Pega de surpresa quando soube que assumiria a cadeira de Talis horas antes da posse, a vereadora ainda se emociona com o feito. “Parece que não caiu a ficha ainda”, confidencia. “Muitas pessoas estão me abraçando, felizes por mim. Foi de Deus mesmo isso.”
A posse, na sexta-feira, ocorreu no Plenário Edgar de Oliveira, na Câmara. Na correria, apenas uma das três filhas de Fabrícia conseguiu folga do trabalho para acompanhar o ato, ao lado de alguns vereadores. Titular do cargo, o prefeito em exercício, Talis Ferreira, também esteve lá. “Quando as eleições encerraram, eu falei pra Fabrícia que ela tinha perdido a batalha, mas não a guerra. Que mais para frente o sucesso viria. E veio”, declarou.
Após esse período, a vereadora deve voltar a assumir cargo no Legislativo no período de licença do vereador Ari Müller, também do PP, que ainda não tem data definida. Talis também é pré-candidato do partido a deputado estadual e, no caso de sua eleição, cederá o cargo na Câmara para a suplente pelos dois anos finais de mandato. Fabrícia já dá como certo que volta a concorrer em 2024. De planos para o futuro, destaca um grande sonho que carrega consigo: tirar do papel a criação de uma casa de amparo para os jovens órfãos que deixam o abrigo na maioridade.
Voltada à Educação
Fabrícia destaca ser grande defensora do papel transformador da Educação. Em sua trajerória de vida, a falta de chances de estudar foi marcante. Por isso, ela lembra que, quando optou por concorrer ao cargo, também decidiu que iria buscar se qualificar a ele. Foi quando iniciou os estudos para sua formação em Gestão Pública, que estão por ser concluídos no ano que vem. “Ainda é um pouco difícil, porque eu tenho que trabalhar e estudar, mas é que eu não tinha tido essa oportunidade antes”, relata.

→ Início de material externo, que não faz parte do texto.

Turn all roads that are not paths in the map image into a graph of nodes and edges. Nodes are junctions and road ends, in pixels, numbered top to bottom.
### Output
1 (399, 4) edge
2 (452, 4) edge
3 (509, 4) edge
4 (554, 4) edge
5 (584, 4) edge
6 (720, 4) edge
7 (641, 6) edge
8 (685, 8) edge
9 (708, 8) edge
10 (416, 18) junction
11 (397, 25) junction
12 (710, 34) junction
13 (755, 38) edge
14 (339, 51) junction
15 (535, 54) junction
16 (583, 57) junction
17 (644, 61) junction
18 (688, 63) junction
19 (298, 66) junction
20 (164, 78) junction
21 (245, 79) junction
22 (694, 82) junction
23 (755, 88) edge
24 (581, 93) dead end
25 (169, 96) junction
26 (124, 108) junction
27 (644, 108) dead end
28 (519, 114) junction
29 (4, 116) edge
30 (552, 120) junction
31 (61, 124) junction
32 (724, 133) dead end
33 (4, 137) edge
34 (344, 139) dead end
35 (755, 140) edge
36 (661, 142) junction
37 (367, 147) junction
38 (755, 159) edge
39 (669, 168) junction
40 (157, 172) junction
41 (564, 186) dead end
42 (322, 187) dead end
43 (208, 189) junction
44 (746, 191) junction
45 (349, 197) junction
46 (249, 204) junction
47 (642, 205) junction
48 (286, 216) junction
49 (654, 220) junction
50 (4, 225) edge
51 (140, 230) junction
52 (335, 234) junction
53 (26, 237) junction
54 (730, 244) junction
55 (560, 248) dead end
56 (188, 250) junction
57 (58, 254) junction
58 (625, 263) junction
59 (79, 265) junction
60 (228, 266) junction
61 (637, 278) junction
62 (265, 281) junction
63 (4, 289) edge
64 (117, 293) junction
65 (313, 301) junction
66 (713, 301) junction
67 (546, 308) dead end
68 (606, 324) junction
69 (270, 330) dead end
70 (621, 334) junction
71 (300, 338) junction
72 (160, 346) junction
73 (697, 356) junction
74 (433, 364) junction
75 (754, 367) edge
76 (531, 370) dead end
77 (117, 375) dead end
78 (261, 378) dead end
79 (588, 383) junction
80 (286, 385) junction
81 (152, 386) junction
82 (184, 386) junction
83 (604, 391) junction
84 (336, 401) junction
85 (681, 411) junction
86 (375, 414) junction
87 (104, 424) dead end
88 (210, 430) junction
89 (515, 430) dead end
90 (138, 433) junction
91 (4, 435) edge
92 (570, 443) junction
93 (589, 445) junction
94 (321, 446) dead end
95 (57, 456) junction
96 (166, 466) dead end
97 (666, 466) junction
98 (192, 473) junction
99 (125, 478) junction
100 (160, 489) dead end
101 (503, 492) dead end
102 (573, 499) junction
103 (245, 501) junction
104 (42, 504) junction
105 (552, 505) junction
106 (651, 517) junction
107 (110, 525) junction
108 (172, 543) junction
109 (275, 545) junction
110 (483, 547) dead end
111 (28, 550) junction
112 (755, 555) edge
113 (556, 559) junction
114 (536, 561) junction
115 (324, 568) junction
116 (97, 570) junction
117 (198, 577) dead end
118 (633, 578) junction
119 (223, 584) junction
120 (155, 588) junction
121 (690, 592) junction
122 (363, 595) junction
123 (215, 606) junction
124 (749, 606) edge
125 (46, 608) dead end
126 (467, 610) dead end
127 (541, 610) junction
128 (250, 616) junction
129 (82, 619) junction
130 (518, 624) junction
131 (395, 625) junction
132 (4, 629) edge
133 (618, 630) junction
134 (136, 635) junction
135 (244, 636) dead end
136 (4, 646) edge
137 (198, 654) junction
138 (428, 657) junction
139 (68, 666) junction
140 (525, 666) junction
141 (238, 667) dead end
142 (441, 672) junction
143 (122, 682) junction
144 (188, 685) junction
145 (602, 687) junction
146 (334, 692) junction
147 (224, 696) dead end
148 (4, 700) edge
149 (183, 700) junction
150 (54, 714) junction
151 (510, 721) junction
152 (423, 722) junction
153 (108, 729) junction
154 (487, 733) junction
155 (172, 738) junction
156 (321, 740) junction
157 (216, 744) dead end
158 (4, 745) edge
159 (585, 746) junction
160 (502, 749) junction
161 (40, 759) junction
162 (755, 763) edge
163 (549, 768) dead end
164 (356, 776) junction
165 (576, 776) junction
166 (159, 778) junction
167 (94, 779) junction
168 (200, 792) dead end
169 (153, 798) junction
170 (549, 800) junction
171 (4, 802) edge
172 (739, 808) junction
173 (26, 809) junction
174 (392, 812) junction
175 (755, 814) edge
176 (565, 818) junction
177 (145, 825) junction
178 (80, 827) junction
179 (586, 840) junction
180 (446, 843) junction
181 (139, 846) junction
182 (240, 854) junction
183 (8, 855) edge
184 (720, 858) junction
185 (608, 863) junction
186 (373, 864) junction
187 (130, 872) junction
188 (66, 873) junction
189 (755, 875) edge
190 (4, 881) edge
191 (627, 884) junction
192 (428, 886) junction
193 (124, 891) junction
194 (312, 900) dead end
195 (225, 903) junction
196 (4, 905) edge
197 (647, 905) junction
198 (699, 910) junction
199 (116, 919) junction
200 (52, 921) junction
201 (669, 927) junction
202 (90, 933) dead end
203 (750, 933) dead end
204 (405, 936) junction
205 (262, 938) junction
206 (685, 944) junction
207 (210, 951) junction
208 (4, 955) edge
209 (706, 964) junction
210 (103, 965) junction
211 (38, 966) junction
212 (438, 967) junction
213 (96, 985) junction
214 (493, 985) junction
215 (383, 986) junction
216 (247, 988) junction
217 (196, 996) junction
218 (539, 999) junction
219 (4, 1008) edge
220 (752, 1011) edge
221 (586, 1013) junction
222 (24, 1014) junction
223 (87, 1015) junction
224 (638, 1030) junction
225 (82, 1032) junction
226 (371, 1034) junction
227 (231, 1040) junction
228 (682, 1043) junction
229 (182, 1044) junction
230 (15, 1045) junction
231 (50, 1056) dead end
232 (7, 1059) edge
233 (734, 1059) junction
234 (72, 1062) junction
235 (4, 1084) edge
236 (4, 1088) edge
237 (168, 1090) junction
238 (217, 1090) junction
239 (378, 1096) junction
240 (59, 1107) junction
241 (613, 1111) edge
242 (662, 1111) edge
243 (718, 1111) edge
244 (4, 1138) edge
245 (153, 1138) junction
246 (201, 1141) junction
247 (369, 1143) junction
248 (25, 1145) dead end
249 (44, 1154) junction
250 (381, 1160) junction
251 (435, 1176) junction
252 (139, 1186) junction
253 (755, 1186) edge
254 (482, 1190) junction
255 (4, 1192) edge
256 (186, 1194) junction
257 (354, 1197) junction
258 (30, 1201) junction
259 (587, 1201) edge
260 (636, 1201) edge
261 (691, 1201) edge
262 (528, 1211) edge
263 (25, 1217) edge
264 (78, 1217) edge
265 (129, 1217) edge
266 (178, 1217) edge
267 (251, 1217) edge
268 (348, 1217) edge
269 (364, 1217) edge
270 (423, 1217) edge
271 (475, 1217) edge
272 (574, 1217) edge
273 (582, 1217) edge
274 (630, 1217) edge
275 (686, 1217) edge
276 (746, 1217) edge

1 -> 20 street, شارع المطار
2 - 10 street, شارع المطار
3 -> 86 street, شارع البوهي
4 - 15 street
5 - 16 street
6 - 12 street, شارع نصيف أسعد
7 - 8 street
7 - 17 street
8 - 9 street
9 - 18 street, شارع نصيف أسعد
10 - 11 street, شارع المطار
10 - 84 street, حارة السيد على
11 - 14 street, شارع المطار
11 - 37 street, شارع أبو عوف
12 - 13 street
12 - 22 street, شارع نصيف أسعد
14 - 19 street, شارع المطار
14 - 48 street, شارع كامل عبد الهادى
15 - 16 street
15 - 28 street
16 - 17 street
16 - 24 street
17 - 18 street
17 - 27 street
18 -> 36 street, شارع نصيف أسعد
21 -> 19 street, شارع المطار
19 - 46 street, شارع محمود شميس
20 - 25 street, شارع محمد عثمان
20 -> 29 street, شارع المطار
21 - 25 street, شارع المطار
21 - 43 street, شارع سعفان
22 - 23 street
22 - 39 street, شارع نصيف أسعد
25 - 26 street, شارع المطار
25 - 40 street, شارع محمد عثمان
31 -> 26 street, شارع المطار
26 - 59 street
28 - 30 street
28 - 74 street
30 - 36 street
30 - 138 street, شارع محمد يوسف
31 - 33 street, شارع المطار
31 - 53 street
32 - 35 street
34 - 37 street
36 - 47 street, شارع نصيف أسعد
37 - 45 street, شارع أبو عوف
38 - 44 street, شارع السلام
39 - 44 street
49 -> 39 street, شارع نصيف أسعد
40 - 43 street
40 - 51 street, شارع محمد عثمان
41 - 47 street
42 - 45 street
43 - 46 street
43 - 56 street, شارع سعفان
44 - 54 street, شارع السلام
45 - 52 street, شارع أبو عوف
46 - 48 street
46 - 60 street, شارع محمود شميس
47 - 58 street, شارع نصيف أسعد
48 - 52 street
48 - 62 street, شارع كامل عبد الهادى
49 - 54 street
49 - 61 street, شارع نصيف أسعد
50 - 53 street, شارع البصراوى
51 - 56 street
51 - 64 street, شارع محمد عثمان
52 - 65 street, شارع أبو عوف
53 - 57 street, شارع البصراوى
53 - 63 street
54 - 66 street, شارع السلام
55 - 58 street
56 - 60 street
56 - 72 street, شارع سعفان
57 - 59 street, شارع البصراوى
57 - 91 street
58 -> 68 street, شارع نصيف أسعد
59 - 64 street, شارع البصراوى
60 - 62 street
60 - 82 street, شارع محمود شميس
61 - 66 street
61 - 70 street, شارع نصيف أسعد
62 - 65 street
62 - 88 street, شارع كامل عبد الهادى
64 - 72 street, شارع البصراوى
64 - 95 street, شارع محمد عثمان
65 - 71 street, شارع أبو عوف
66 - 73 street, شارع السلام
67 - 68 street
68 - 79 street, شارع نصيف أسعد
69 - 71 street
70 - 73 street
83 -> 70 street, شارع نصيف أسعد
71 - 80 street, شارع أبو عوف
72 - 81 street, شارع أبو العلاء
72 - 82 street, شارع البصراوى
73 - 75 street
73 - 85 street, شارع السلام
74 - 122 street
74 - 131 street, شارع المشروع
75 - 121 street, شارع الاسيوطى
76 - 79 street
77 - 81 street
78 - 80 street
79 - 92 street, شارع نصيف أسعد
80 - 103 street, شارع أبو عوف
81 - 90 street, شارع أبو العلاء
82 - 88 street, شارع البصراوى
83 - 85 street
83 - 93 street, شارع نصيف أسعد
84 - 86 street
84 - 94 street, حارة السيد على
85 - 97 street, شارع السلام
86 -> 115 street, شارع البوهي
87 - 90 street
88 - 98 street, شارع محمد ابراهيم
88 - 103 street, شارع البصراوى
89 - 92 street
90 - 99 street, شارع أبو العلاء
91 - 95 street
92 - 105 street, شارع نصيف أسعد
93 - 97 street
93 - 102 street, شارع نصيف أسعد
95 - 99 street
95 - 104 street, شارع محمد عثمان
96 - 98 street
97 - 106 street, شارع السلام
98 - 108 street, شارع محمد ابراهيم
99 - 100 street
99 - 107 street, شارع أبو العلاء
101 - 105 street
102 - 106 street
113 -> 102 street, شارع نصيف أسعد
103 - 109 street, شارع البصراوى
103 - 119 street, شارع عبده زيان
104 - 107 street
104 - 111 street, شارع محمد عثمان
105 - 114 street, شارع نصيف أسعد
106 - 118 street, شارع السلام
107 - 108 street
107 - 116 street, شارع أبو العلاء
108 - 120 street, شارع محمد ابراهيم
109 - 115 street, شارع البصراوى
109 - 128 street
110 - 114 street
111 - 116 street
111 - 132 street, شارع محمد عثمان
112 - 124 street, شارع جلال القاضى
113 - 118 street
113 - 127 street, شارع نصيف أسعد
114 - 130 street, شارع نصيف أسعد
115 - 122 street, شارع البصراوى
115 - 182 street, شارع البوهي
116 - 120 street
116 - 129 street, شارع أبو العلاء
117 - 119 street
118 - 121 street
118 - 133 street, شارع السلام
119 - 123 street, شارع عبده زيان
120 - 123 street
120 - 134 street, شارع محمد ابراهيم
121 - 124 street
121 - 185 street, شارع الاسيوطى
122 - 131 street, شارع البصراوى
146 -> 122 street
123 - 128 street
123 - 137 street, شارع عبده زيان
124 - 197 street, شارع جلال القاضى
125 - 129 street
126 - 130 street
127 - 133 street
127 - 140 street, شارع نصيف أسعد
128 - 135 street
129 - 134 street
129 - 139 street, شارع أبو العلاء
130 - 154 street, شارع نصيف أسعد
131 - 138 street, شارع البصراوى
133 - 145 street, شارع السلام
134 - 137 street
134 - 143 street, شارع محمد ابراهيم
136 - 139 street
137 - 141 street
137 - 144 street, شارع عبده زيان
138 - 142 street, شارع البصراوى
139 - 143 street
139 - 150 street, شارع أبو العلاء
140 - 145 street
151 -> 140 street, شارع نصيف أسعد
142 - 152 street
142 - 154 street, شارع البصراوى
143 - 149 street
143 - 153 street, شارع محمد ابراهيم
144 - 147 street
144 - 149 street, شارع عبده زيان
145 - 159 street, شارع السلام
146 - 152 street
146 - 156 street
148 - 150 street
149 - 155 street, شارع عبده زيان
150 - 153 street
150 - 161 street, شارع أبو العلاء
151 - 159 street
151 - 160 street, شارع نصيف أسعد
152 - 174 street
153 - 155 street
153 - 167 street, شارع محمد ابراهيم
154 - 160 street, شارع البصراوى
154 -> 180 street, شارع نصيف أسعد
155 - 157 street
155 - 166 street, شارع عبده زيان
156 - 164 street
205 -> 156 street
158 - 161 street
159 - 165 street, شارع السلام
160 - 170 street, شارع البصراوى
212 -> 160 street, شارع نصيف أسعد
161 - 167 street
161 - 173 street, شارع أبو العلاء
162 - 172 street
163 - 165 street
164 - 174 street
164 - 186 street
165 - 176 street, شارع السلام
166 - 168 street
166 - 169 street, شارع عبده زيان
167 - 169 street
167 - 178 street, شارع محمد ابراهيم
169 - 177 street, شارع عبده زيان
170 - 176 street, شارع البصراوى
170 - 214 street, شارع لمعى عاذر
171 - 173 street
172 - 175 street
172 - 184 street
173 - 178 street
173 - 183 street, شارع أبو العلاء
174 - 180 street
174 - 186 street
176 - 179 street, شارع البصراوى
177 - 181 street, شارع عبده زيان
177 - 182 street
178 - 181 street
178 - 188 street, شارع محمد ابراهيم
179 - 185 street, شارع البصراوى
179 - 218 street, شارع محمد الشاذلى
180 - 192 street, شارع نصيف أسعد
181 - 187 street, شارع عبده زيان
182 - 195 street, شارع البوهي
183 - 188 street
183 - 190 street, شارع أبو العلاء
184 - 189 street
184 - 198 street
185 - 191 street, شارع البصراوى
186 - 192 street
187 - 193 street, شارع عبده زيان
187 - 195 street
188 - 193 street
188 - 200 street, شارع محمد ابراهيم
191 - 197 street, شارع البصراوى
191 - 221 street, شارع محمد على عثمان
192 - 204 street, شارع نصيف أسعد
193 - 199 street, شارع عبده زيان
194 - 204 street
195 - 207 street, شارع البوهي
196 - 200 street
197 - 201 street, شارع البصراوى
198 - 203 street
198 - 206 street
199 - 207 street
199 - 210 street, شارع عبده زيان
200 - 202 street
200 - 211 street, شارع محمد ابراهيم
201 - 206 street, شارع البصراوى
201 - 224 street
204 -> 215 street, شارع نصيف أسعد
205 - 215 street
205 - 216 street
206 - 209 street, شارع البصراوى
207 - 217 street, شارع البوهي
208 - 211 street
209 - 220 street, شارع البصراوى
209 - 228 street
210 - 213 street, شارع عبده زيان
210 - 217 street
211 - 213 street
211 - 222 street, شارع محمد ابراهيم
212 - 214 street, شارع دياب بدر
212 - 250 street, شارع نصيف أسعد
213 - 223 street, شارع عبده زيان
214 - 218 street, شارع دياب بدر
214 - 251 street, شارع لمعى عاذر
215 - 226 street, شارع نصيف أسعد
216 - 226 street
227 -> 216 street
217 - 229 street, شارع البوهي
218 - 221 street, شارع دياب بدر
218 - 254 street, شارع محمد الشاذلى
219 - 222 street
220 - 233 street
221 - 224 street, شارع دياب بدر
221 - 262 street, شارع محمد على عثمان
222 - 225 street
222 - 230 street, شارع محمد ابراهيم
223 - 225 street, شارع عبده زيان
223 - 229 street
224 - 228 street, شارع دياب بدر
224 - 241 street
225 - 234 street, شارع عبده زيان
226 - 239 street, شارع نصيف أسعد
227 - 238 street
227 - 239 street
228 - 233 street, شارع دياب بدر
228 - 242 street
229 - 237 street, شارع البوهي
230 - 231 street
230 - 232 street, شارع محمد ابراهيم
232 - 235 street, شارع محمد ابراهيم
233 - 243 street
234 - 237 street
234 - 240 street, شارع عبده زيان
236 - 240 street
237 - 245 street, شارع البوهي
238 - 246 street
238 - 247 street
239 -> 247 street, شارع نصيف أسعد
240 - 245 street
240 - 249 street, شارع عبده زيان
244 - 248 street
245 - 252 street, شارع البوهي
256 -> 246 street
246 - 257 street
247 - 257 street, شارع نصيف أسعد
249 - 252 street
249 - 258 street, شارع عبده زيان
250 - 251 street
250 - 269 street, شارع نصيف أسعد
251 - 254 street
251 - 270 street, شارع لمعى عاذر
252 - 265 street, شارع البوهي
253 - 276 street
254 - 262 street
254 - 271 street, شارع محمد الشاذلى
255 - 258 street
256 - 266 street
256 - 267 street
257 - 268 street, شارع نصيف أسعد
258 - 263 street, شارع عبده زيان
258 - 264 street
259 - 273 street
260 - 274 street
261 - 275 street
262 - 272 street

“Eu saí de casa bem cedo, com treze anos. Trabalhei como empregada doméstica e eu não tinha como estudar porque, quando a gente mora no emprego, o empregador não dá essa possibilidade de estudar de noite. Na minha época, tinha que ficar no trabalho a semana toda ou ir pra casa só de quinze em quinze dias”, conta. Apesar das dificuldades, ela conseguiu concluir o Ensino Médio antes de buscar a graduação. Hoje, Fabrícia trabalha como promotora de vendas, mas também já atuou como funcionária da JBS e como cuidadora de idosos. “Eu me viro nos trinta”, brinca.